What Do Salamanders Eat? Their Diet & Food Sources

Salamanders are amphibians often mistaken for lizards due to their elongated bodies and tails. These creatures exhibit diverse forms and behaviors, inhabiting various environments from terrestrial forests to aquatic systems. As a group, salamanders are entirely carnivorous, meaning their diet consists exclusively of other animals. This predatory nature is consistent across all life stages, from their aquatic larval forms to their adult terrestrial or aquatic phases.

Main Food Sources

Adult salamanders are opportunistic predators that primarily consume a variety of small invertebrates. Common food items for terrestrial adult salamanders include insects such as crickets, beetles, flies, and ants. They also frequently feed on worms like earthworms, as well as slugs, snails, and spiders.

Larger salamander species can expand their diet to include bigger prey. This may involve small crustaceans like crayfish, or even small fish, frogs, and occasionally other salamanders. Some of the largest salamanders, such as the Chinese giant salamander, are known to consume crabs and shrimp.

How Salamander Diets Change

A salamander’s diet shifts significantly throughout its life cycle and is influenced by its habitat and hunting methods. Larval salamanders, which typically hatch in aquatic environments, are also carnivorous from birth. They feed on small aquatic invertebrates, such as insect larvae (like those of midges and mosquitoes), small crustaceans (such as daphnia and fairy shrimp), and roundworms. As these larvae grow, they can consume larger aquatic prey.

When salamanders undergo metamorphosis and transition to their adult form, their diet often changes to reflect their new environment. Terrestrial adults hunt for prey on land, while aquatic adults continue to forage in water.

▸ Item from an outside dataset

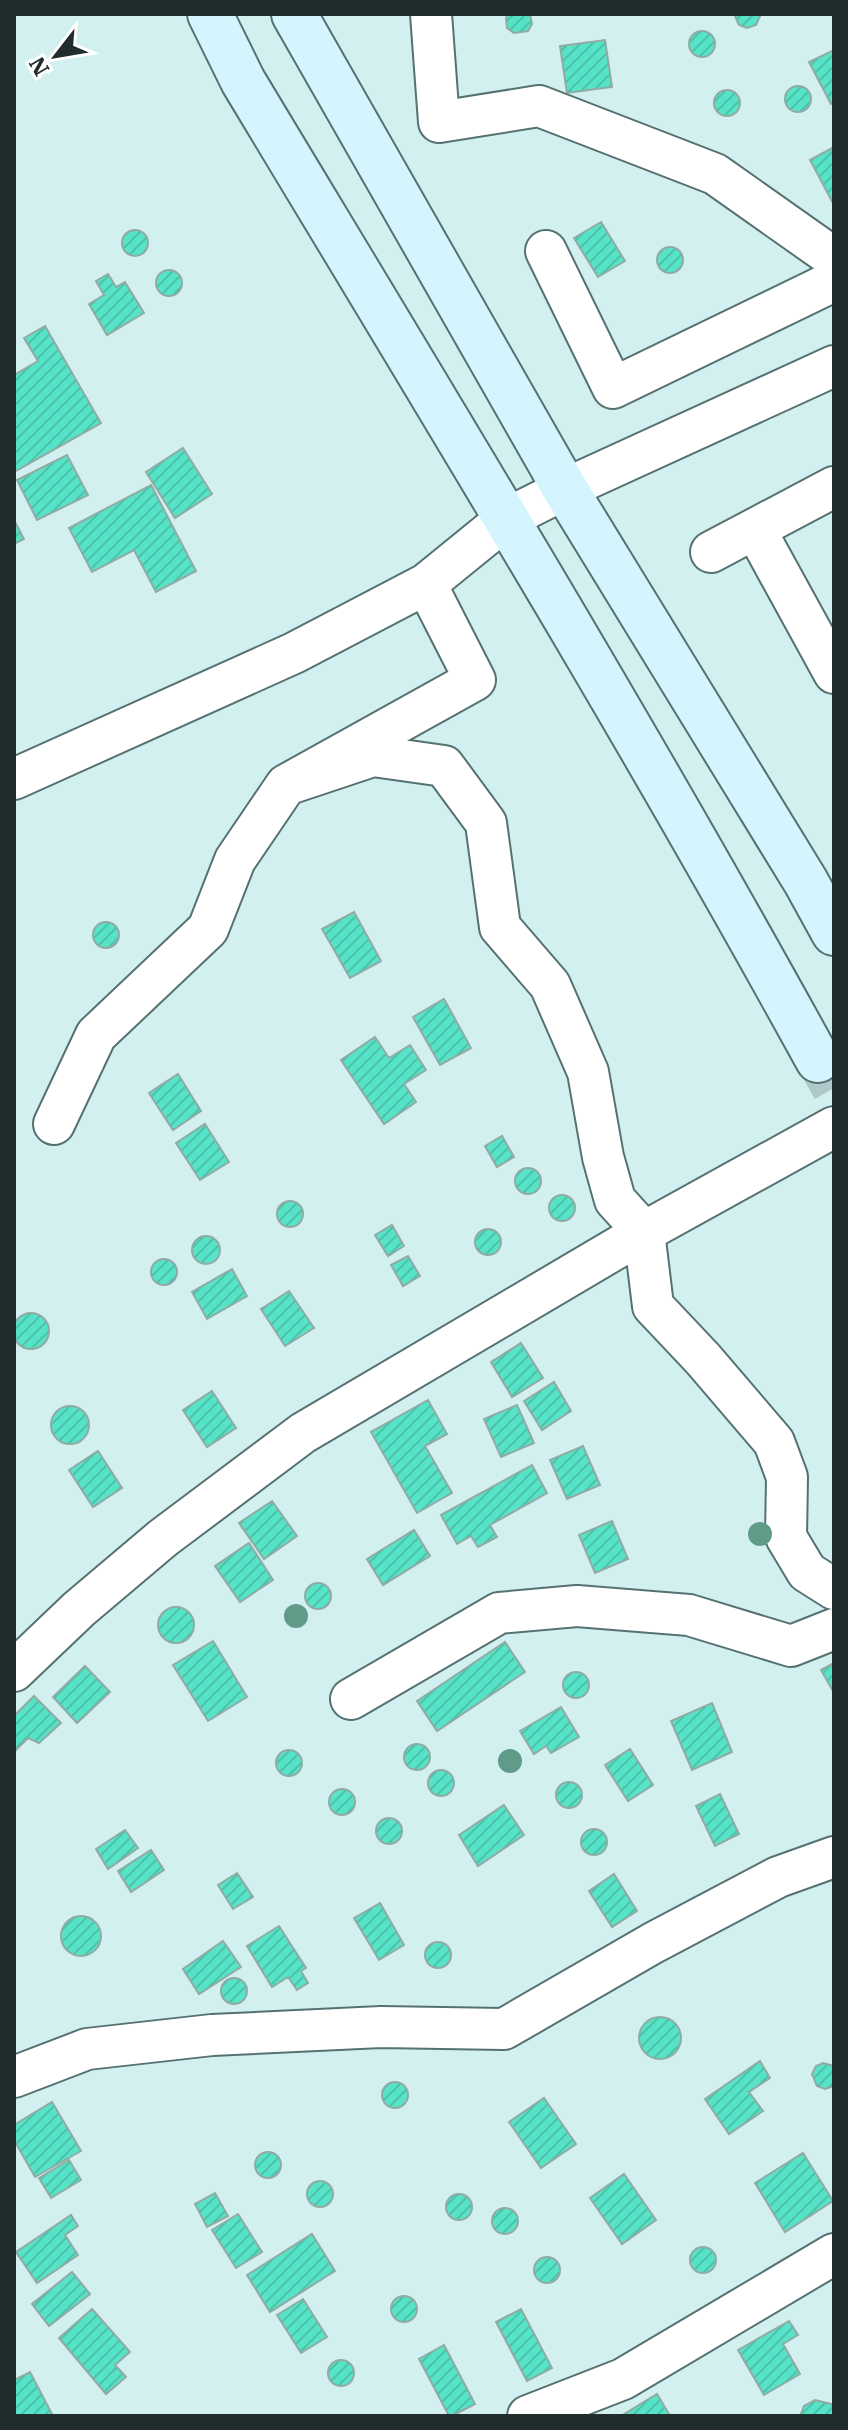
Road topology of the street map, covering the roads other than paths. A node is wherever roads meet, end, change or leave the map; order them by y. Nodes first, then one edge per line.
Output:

For example, terrestrial salamanders actively seek out land-dwelling insects and other arthropods, while fully aquatic species pursue water-borne organisms like brine shrimp and bloodworms.

Salamanders are generally ambush predators, often waiting for prey to come within striking distance before capturing it. Many species use a sticky tongue that can be rapidly extended to snatch prey, with some able to extend and retract their tongue in milliseconds. Aquatic salamanders, lacking the same tongue structure, capture prey by grasping it with their teeth and using suction feeding, rapidly drawing water and the prey into their mouths.